Тупицам такая сверхчувствительность представляется трусостью.

«Сегодня мне сказали, что я трус. Сказала, правда, одна очень пустая особа, при которой я выразил опасение, что меня заберут в солдаты, и нежелание идти на войну. Ее мнение не огорчило меня, но возбудило вопрос: не трус ли я в самом деле? Быть может, все мои возмущения против того, что все считают великим делом, исходят из страха за собственную кожу? Стоит ли действительно заботиться о какой-нибудь одной неважной жизни ввиду великого дела! И в силах ли я подвергнуть свою жизнь опасности вообще ради какого-нибудь дела?

Я недолго занимался этими вопросами.
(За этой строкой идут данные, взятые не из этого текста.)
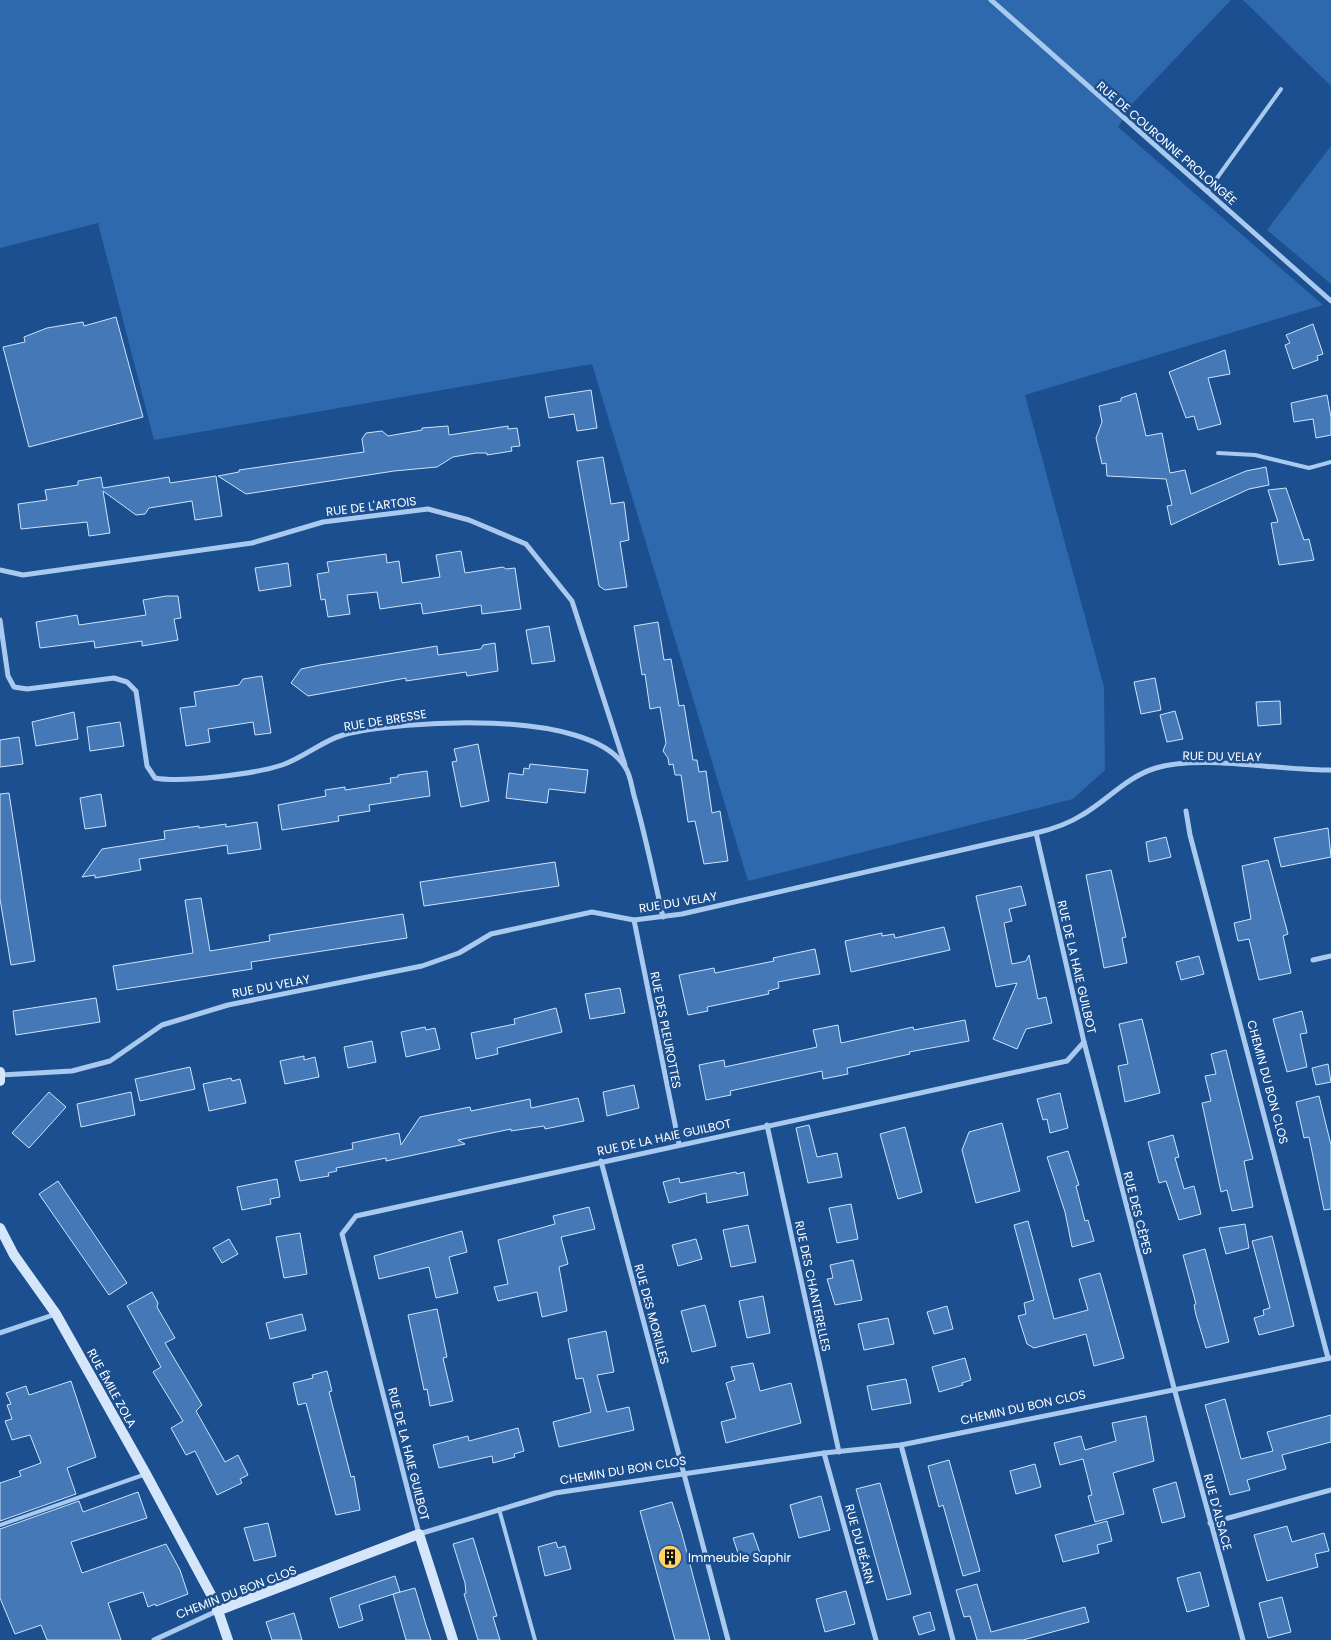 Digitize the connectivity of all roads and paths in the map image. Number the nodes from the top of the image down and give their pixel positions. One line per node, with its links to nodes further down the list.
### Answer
1 (991, 0): 3 (street, RUE DE COURONNE PROLONGÉE)
2 (1281, 89): 3 (lane)
3 (1207, 192): 4 (street, RUE DE COURONNE PROLONGÉE)
4 (1331, 301)
5 (1218, 453): 6 (lane)
6 (1331, 462)
7 (0, 570): 9 (street, RUE DE L'ARTOIS)
8 (0, 620): 9 (street, RUE DE BRESSE)
9 (626, 766): 13 (street)
10 (1331, 770): 12 (street, RUE DU VELAY)
11 (1186, 811): 25 (street, CHEMIN DU BON CLOS)
12 (1036, 833): 13 (street, RUE DU VELAY); 17 (street, RUE DE LA HAIE GUILBOT)
13 (663, 917): 14 (street, RUE DU VELAY)
14 (634, 920): 18 (street, RUE DU VELAY); 20 (street, RUE DES PLEUROTTES)
15 (1331, 956): 16 (street)
16 (1313, 960)
17 (1084, 1042): 19 (street, RUE DE LA HAIE GUILBOT); 26 (street, RUE DES CÈPES)
18 (0, 1076)
19 (767, 1125): 20 (street, RUE DE LA HAIE GUILBOT); 28 (street, RUE DES CHANTERELLES)
20 (679, 1144): 21 (street, RUE DE LA HAIE GUILBOT)
21 (601, 1161): 30 (street, RUE DES MORILLES); 36 (street, RUE DE LA HAIE GUILBOT)
22 (0, 1228): 23 (street, RUE ÉMILE ZOLA)
23 (56, 1314): 24 (street); 31 (street, RUE ÉMILE ZOLA)
24 (0, 1333)
25 (1329, 1358): 26 (street, CHEMIN DU BON CLOS)
26 (1174, 1388): 27 (street, CHEMIN DU BON CLOS); 34 (street, RUE D'ALSACE)
27 (901, 1445): 28 (street, CHEMIN DU BON CLOS); 44 (street)
28 (839, 1452): 29 (street, CHEMIN DU BON CLOS)
29 (824, 1453): 30 (street, CHEMIN DU BON CLOS); 43 (street, RUE DU BÉARN)
30 (684, 1473): 33 (street, CHEMIN DU BON CLOS); 42 (street, RUE DES MORILLES)
31 (146, 1474): 35 (lane); 37 (street, RUE ÉMILE ZOLA)
32 (1331, 1490): 34 (street)
33 (499, 1510): 36 (street, CHEMIN DU BON CLOS); 41 (lane)
34 (1210, 1523): 45 (street, RUE D'ALSACE)
35 (0, 1525)
36 (419, 1534): 37 (street, CHEMIN DU BON CLOS); 40 (street)
37 (217, 1612): 38 (street, CHEMIN DU BON CLOS); 39 (street, RUE ÉMILE ZOLA)
38 (154, 1640)
39 (228, 1640)
40 (453, 1640)
41 (535, 1640)
42 (728, 1640)
43 (876, 1640)
44 (954, 1640)
45 (1243, 1640)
Я припомнил всю свою жизнь, все те случаи, – правда, немногие, – в которых мне приходилось стоять лицом к лицу с опасностью, и не мог обвинить себя в трусости. Тогда я не боялся за свою жизнь и теперь не боюсь за нее. Стало быть, не смерть пугает меня…»

(А внутренняя речь снова течет спокойно и взвешенно, хотя на карте стоят жизнь и самоуважение.)
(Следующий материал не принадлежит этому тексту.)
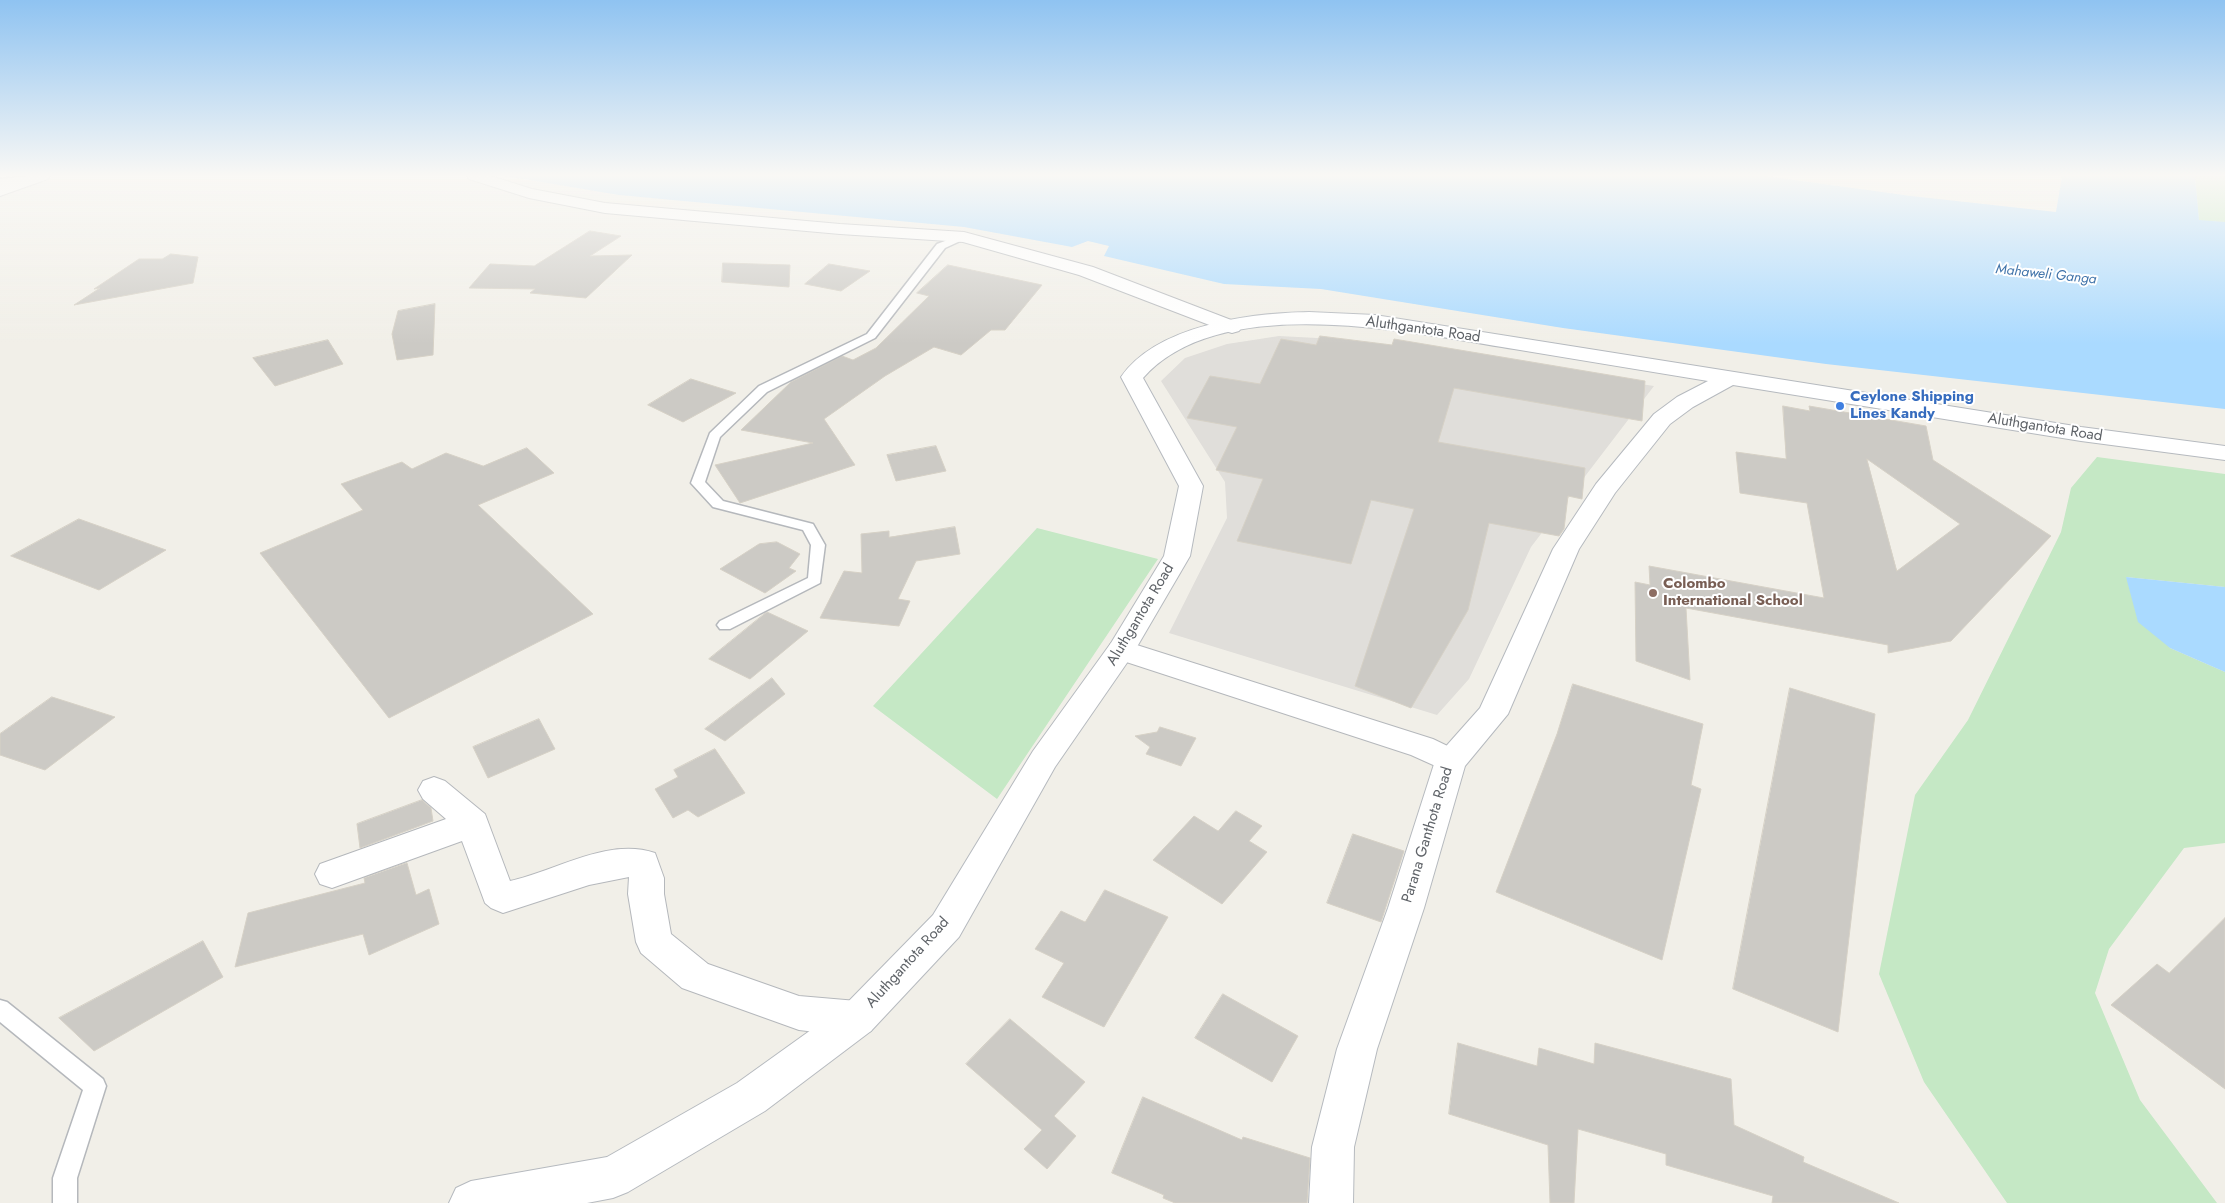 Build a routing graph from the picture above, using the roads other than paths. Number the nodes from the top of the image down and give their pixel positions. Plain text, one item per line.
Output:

Знакомый студент-медик Львов призывает «лучше не думать, а заниматься своим делом», чем «бесплодными размышлениями об ужасах войны, потому что, сколько я ни думай, я ничего не сделаю для ее уничтожения». Вот ушлют его резать руки-ноги – будет резать. «Что ж делать, в такое время нужно жертвовать собой. Кстати, вы знаете, что Маша едет сестрой милосердия?»

Маша – сестра Львова, в которую «врезался» живущий у них в свободной комнате их общий приятель Кузьма (Кузьма Фомич).
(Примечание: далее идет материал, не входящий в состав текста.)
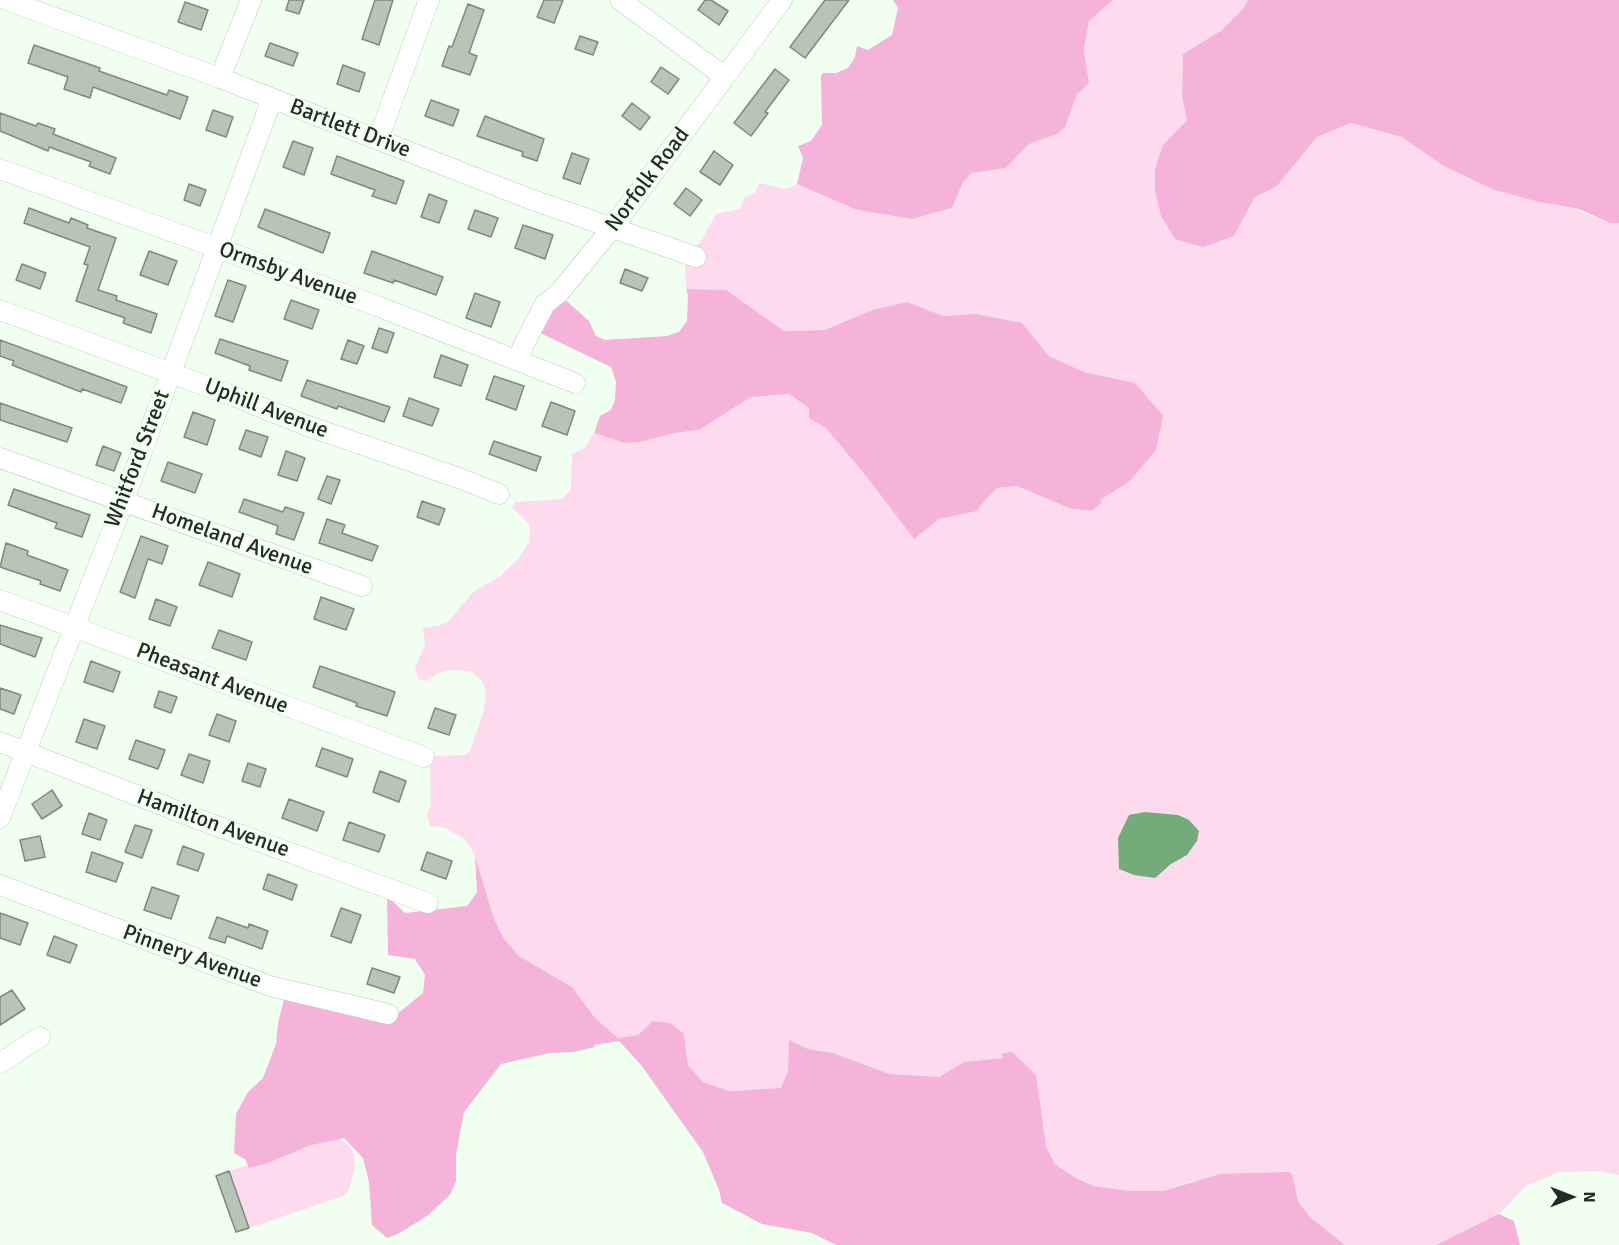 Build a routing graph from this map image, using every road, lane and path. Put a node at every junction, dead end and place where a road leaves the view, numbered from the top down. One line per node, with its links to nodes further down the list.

У Кузьмы сделался огромный флюс, но он в любовной тоске не желает лечиться.

– Чем бы ни кончилось, все равно, – бормочет Кузьма.

– Вовсе не все равно, Кузьма Фомич; не говорите глупостей, – тихо возражает Маша (Марья Петровна).

«Довольно было этих слов, чтобы Кузьма успокоился. Он даже подсел к столу и попросил себе чаю. Марья Петровна налила и протянула ему стакан. Когда он брал стакан из ее рук, его лицо приняло самое восторженное выражение, и это выражение так мало шло к смешной, безобразной опухоли щеки, что я не мог не улыбнуться».

Приглашенный доктор, однако, находит, что дело плохо, и просит дежурить у постели больного. А главный герой между тем продолжает размышлять все в той же ровной неторопливой манере.

«Я мог бы избежать участи, которой я так боюсь, мог бы воспользоваться кое-какими влиятельными знакомствами и остаться в Петербурге, состоя в то же время на службе. Меня «пристроили» бы здесь, ну, хоть для отправления писарской обязанности, что ли. Но, во-первых, мне претит прибегать к подобным средствам, а во-вторых, что-то, не подчиняющееся определению, сидит у меня внутри, обсуждает мое положение и запрещает мне уклониться от войны. «Нехорошо», – говорит мне внутренний голос».

На войну, стало быть, гонят не только какие-то нехорошие люди, которым нужна война, но и некий внутренний голос…

А у Кузьмы тем временем дела идут все хуже: «Он медленно, методически отвернул одеяло, расстегнул рубашку, и на меня пахнуло невыносимым трупным запахом. Начиная от шеи, на правой стороне, на пространстве ладони, грудь Кузьмы была черна, как бархат, слегка покрытый сизым налетом. Это была гангрена».